De nos jours, le wadi El-Arish représente le plus grand bassin versant du Sinaï et recueille plus de 60% des précipitations de la péninsule et représente pour l'avenir un lieu susceptible d'être exploité dans le cadre de l'agriculture durable (cf. l'étude publiée dans la revue "Geomorphology"en 2013).

Le second évènement climatique majeur remonte a seulement 2000 ans. C'est l'impact des inondations de la Mer Noire et de l'aridification de l'Asie Mineure sur le cours du fleuve Oxus rebaptisé Amu Darya et les civilisations qui en vivaient.

La civilisation de l'Oxus

Dans les années 1950, les archéologues découvrirent au Turkménistan, à 70 km au nord de Mary, la cité impériale de Gonur (Gonur Tepe) qui fut bâtie environ 1800 ans avant notre ère, soit 1500 avant Alexandre Le Grand (~350 avant notre ère).

Gonur abritait l'une des civilisations les plus avancées de l'Âge de Bronze mais aussi l'une des moins connues. De l'ampleur des grandes cités d'autrefois de la vallée de l'Indus, Gonur a prospéré durant 5 siècles puis a soudainement disparu. On sait aujourd'hui qu'elle fut victime du changement climatique extrême qui modifia le cours de l'Oxus.

Les régions d'Asie Mineure et Centrale entre la mer Noire, la mer Caspienne et la mer d'Aral qu'évoquent Homère dans "Patrocle" et que conquit l'armée d'Alexandre le Grand entre 334 et 323 avant notre ère. Document T.Lombry adapté de Google Earth.

A ce propos, on peut s'étonner que les Anciens Grecs de l'époque du mythe de "Patrocle" d'Homère au VIIe siècle avant notre ère, puis Alexandre le Grand, roi de Macédoine et dont l'Empire s'étendit de l'Egypte à l'Indus évoquent l'Oxus et le qualifie de plus grand fleuve du monde. A l'époque, il s'agissait de la voie la plus rapide reliant la Grèce à l'Orient et par laquelle transitaient une bonne partie du commerce entre l'Asie et l'Occident (l'autre voie passant par la mer Rouge et la Mésopotamie).

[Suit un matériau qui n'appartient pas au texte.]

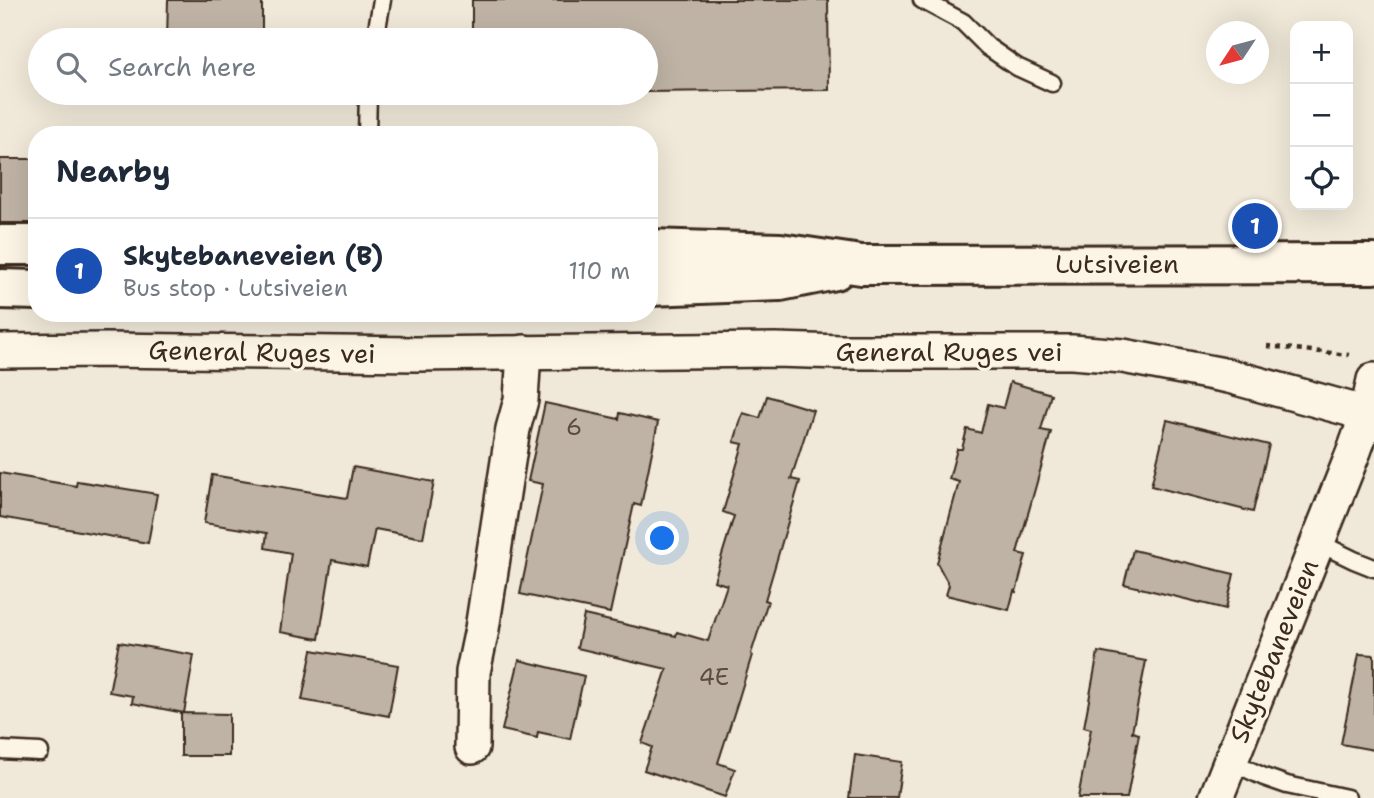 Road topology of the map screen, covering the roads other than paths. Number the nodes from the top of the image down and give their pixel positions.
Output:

Cette voie fluviale commençait au nord de la mer d'Azov et reliait la mer Noire à la mer Caspienne. Le relai était ensuite assuré par l'Oxus (l'Amu Darya) puis l'Indus jusqu'en Inde.

Aujourd'hui, dans la partie est de cette région située au nord du Caucase qui s'étend de Rostov-sur-le-Don (Rostov-na-Donu) situé à l'est de la mer Noire à Astrakhan au nord de la mer Caspienne (cf. Google Maps) ne coule aucun fleuve de cette ampleur. En revanche, comme on le voit ci-dessous à gauche, on trouve une zone très fertile qui s'étend sur 1500 km comprenant une série de lacs ainsi que deux grands fleuves, le Don et la Volga, cette dernière débouchant en delta au nord de la mer Caspienne. A l'est de celle-ci, il n'y a plus qu'un désert à perte de vue et une mer d'Aral pratiquement asséchée et vouée à disparaître.

Pourtant Homère et Alexandre le Grand ont bien rapporté l'existence d'un grand fleuve. Comme illustré ci-dessous à droite, l'Oxus s'étendit sur 2500 km depuis la mer d'Aral vers les frontières actuelles du Turkménistan, de l'Ouzbékistan et de l'Afghanistan. Où est-il passé ?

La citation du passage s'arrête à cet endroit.